December 09, 2008 | admin | Comments 0

Have you looked at all your allowable tax deductions?

I have received letters from people saying that they did not know about Tax Depreciation Schedules, or if they had heard about them, they did not know it applied to properties that they owned.

A Tax Depreciation Schedule should be done for any property that is either built or had capital expenditure done on it since 18 July 1985.

Even on a house 20 years old, it is still possible to get a tax depreciation allowance, possibly up to or more than $4,100 per year.

Capital expenditure inside the home, or outside can be added to your Tax Depreciation Schedule.

How is this going to help you with your negative gearing short fall?

If you are finding it difficult to meet your mortgage repayments, then make sure that your investment property has a Tax Depreciation Schedule done and that it is up to date.
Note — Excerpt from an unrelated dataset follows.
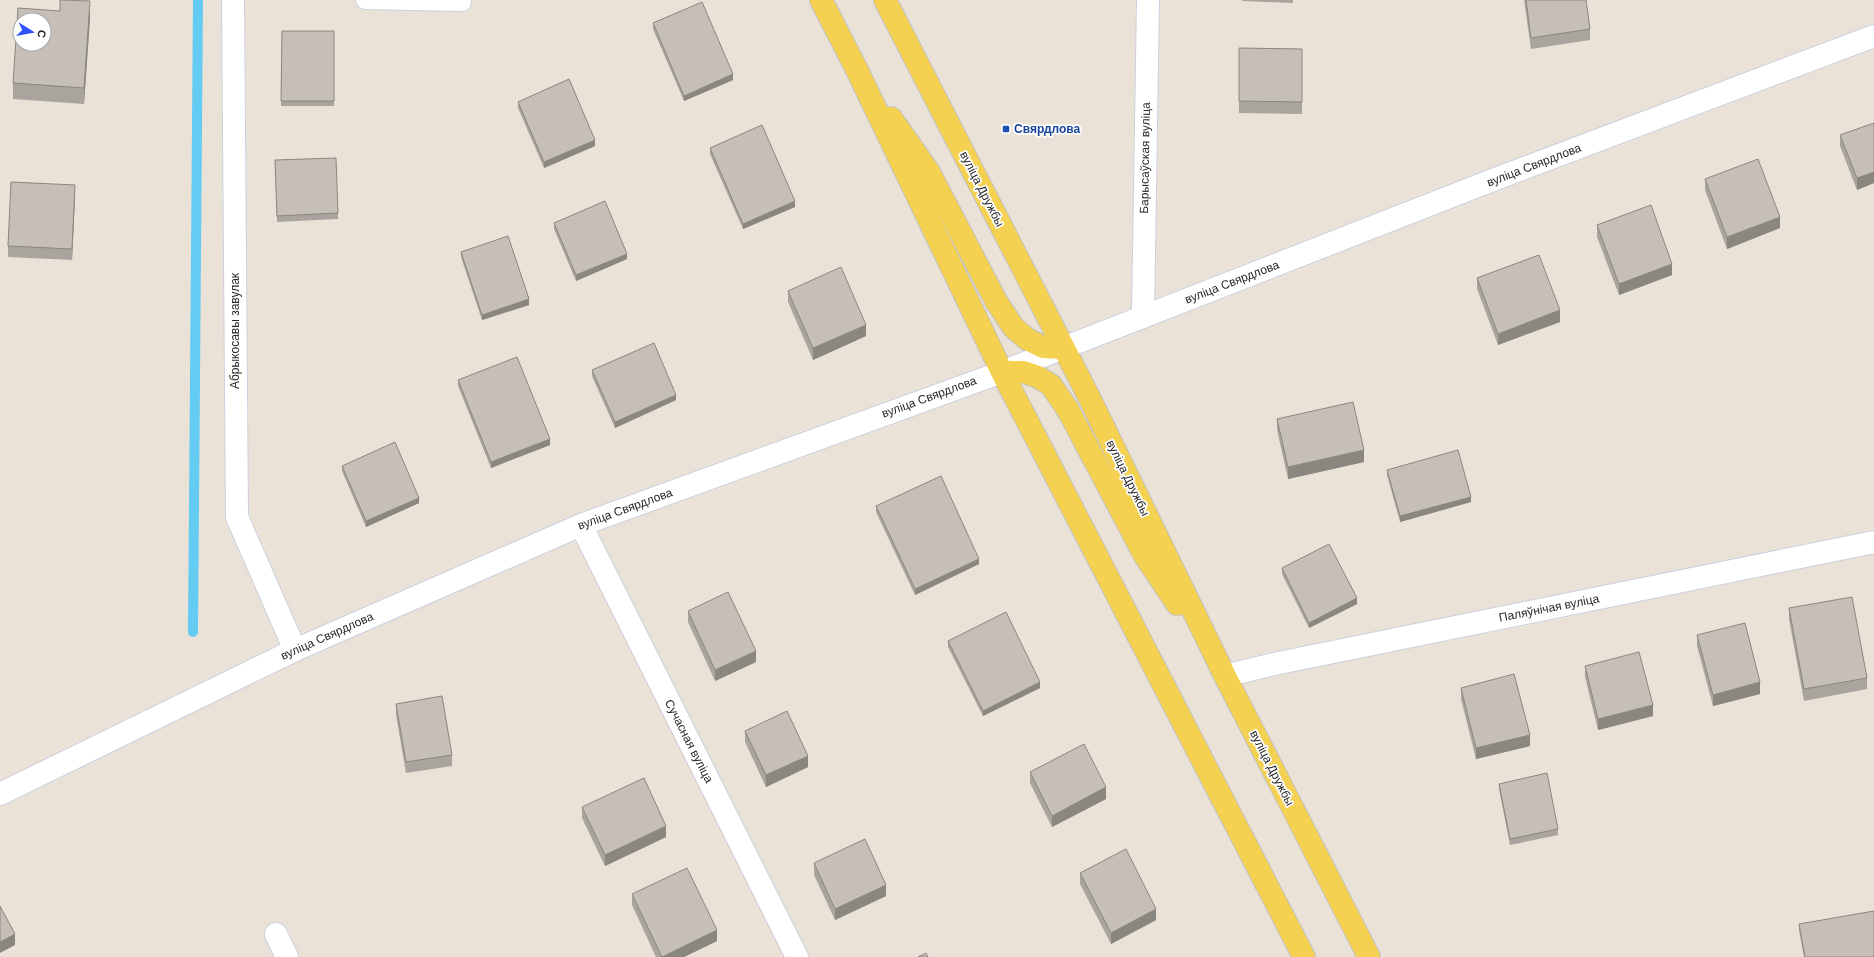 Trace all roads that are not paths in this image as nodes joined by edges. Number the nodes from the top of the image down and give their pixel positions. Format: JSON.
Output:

This could make all the difference to your problem.

The difference between capital expenditure and maintenance is where the cost is going to improve the overall value of the property.

Capital expenditure which can be tax depreciated, could be a paint job, new flooring, a new driveway, or a car port.

A maintenance expense would be the replacement of an element in the hot water tank, a replacement for a broken light fitting – in other words, costs that are essential to the renting out of the house in a fit and useable state.

Know the difference between the two and use your tax deductions to your benefit.